# why aren't all my books showing up on The Cloud?



## JeanThree (Feb 22, 2009)

Aren't all the books you have purchased supposed to show up in THE CLOUD part of your Fire?  when I search a title or author it is frequently not bringing up books I know I have bought. Then I have to go into manage my kindle and have them sent. 

more info: I just deleted lots of book from the fire itself to make sure I have enough room and I have 4.99 GB left.
I do have over 3000 books in the cloud as I can't seem to stop myself from downloading almost every freebie, is that too many for the Cloud to handle? 

Also I restarted the Kindle to make sure that wasn't causing a problem. Yes, I'll call support, but maybe I have misunderstood what the functionality of the cloud is.

Thanks.


----------



## Ann in Arlington (Oct 27, 2008)

Have you tried the steps here, from our FAQ above?

http://www.kboards.com/index.php/topic,91485.msg1527766.html#msg1527766


----------



## JeanThree (Feb 22, 2009)

Ann, you are not only awesome but you are BETTER than the Kindle support person.  Thanks a bunch!
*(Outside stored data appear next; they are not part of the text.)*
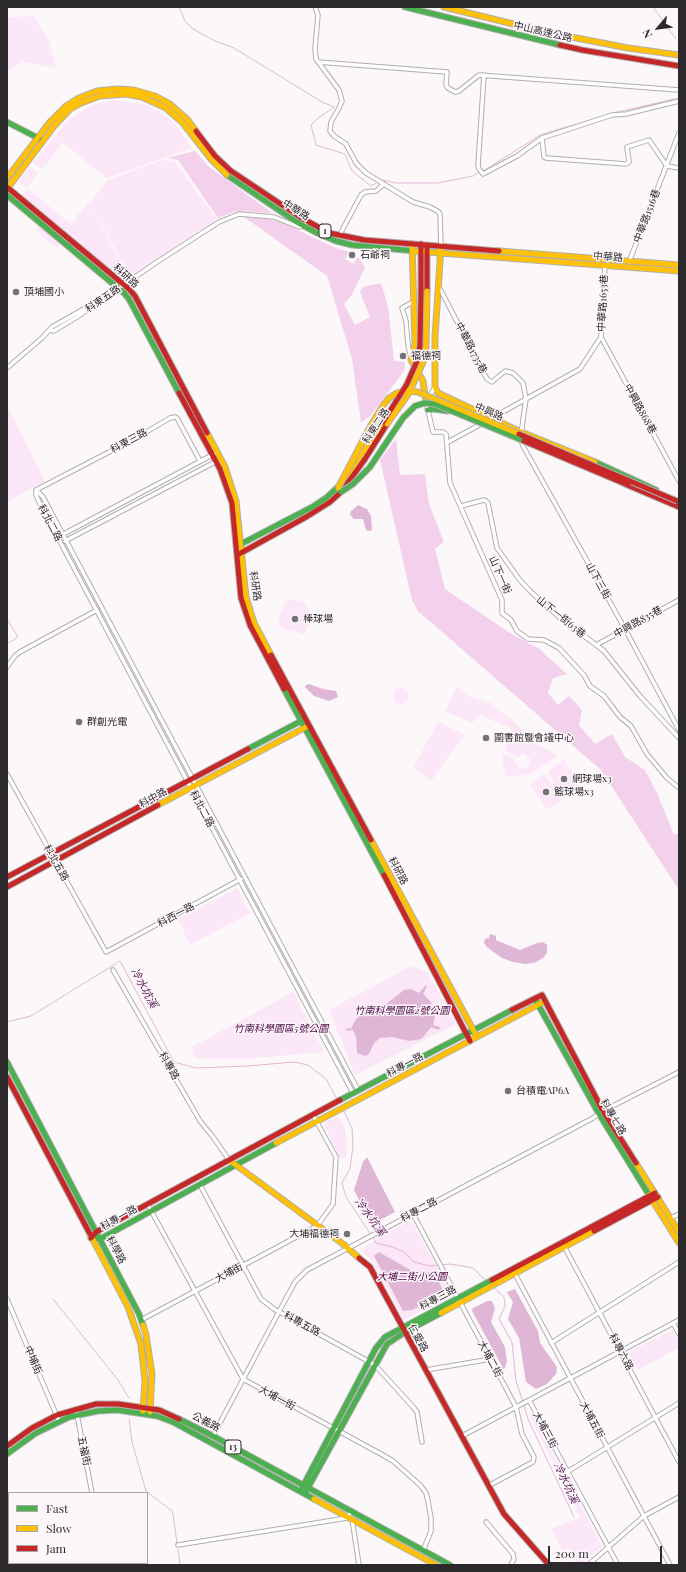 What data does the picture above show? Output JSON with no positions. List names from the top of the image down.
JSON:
{
  "streets": {
    "main road": [
      "中山高速公路",
      "中華路",
      "1",
      "科研路",
      "中興路",
      "科東二路",
      "科中路",
      "科專一路",
      "科專七路",
      "科學路",
      "科專三路",
      "仁愛路",
      "公義路",
      "13"
    ],
    "street": [
      "中華路1516巷",
      "科東五路",
      "中華路1653巷",
      "中華路1735巷",
      "中興路868巷",
      "科東三路",
      "科北二路",
      "山下一街",
      "山下三街",
      "山下一街63巷",
      "中興路835巷",
      "科北五路",
      "科西一路",
      "科專路",
      "科專二路",
      "大埔街",
      "科專五路",
      "科專六路",
      "大埔二街",
      "中埔街",
      "大埔一街",
      "大埔五街",
      "大埔三街",
      "五福街"
    ]
  },
  "crossings": [
    ["中華路", "中華路1516巷"],
    ["中華路", "科研路"],
    ["中華路", "科東五路"],
    ["中華路", "中華路1653巷"],
    ["中華路", "科東二路"],
    ["科研路", "科東五路"],
    ["科研路", "科東二路"],
    ["科研路", "科中路"],
    ["科研路", "科專一路"],
    ["中華路1653巷", "中華路1735巷"],
    ["中華路1653巷", "中興路868巷"],
    ["中華路1653巷", "中興路"],
    ["中華路1653巷", "山下一街"],
    ["中華路1653巷", "山下三街"],
    ["中華路1735巷", "山下三街"],
    ["中興路", "科東二路"],
    ["中興路", "山下三街"],
    ["科東三路", "科北二路"],
    ["科北二路", "科中路"],
    ["科北二路", "科西一路"],
    ["科北二路", "科專一路"],
    ["山下一街", "山下一街63巷"],
    ["山下三街", "中興路835巷"],
    ["山下一街63巷", "中興路835巷"],
    ["科中路", "科北五路"],
    ["科北五路", "科西一路"],
    ["科專一路", "科專路"],
    ["科專一路", "科專七路"],
    ["科專一路", "科學路"],
    ["科專一路", "科專五路"],
    ["科專一路", "仁愛路"],
    ["科專路", "仁愛路"],
    ["科專七路", "科專二路"],
    ["科專七路", "科專三路"],
    ["科專二路", "科專五路"],
    ["科專二路", "仁愛路"],
    ["科專二路", "大埔二街"],
    ["科專二路", "大埔一街"],
    ["科專二路", "公義路"],
    ["科學路", "大埔街"],
    ["科學路", "公義路"],
    ["大埔街", "科專五路"],
    ["大埔街", "仁愛路"],
    ["科專三路", "科專五路"],
    ["科專三路", "仁愛路"],
    ["科專三路", "科專六路"],
    ["科專三路", "大埔二街"],
    ["科專三路", "大埔一街"],
    ["科專三路", "大埔五街"],
    ["科專三路", "公義路"],
    ["仁愛路", "大埔二街"],
    ["中埔街", "公義路"],
    ["大埔一街", "公義路"],
    ["公義路", "五福街"]
  ],
  "water": ["冷水坑溪"],
  "parks": ["竹南科學園區2號公園", "竹南科學園區5號公園", "大埔二街小公園"],
  "places": [
    "石爺祠",
    "頂埔國小",
    "福德祠",
    "棒球場",
    "群創光電",
    "圖書館暨會議中心",
    "網球場x3",
    "籃球場x3",
    "台積電AP6A",
    "大埔福德祠"
  ],
  "legend": ["Fast", "Slow", "Jam"],
  "scale_bar": "200 m",
  "north": "bottom left"
}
Sorry I didn't find it myself and save you the trouble.


----------



## Neekeebee (Jan 10, 2009)

I found this tip on KB just the other day, and it worked!  And I'm really hoping it continues to work!

I had been having this problem repeatedly and kept deregistering and re-registering to solve it.  Finally I called CS.  The first time, they had me do a factory reset, which was a pain but I would have been happy had it solved the problem permanently.  But then my Cloud books disappeared again, so CS offered to replace my Fire, which I really didn't want to do.  So glad I then found this tip before I sent my Fire in!  Why doesn't CS know about this?  The guy I talked to said I'm the first one he's heard of who keeps losing their Cloud books.

N


----------



## corkyb (Apr 25, 2009)

I hope it continues to work also.  I was having the same repeated problem.  An hour on the phone with Kindle CS and they had to open a ticket for the engineers.  About two weeks later I got a call back.  They wanted me to restore to factory settings.  I said no.  They did have it fixed so that new purchases were appearing in the cloud.  But not my old ones.  Not until I followed these directions.  Sure hope it sticks this time.
Thanks Betsy and all!


----------



## Brodys Mom (Nov 8, 2009)

Ann in Arlington said:


> Have you tried the steps here, from our FAQ above?
> 
> http://www.kboards.com/index.php/topic,91485.msg1527766.html#msg1527766


Thank you for this! All my books disappeared too and it fixed the problem.


----------



## corkyb (Apr 25, 2009)

Someone from here should tell CS how to fix it.  They don't know!


----------



## Andra (Nov 19, 2008)

Neekeebee said:


> The guy I talked to said I'm the first one he's heard of who keeps losing their Cloud books.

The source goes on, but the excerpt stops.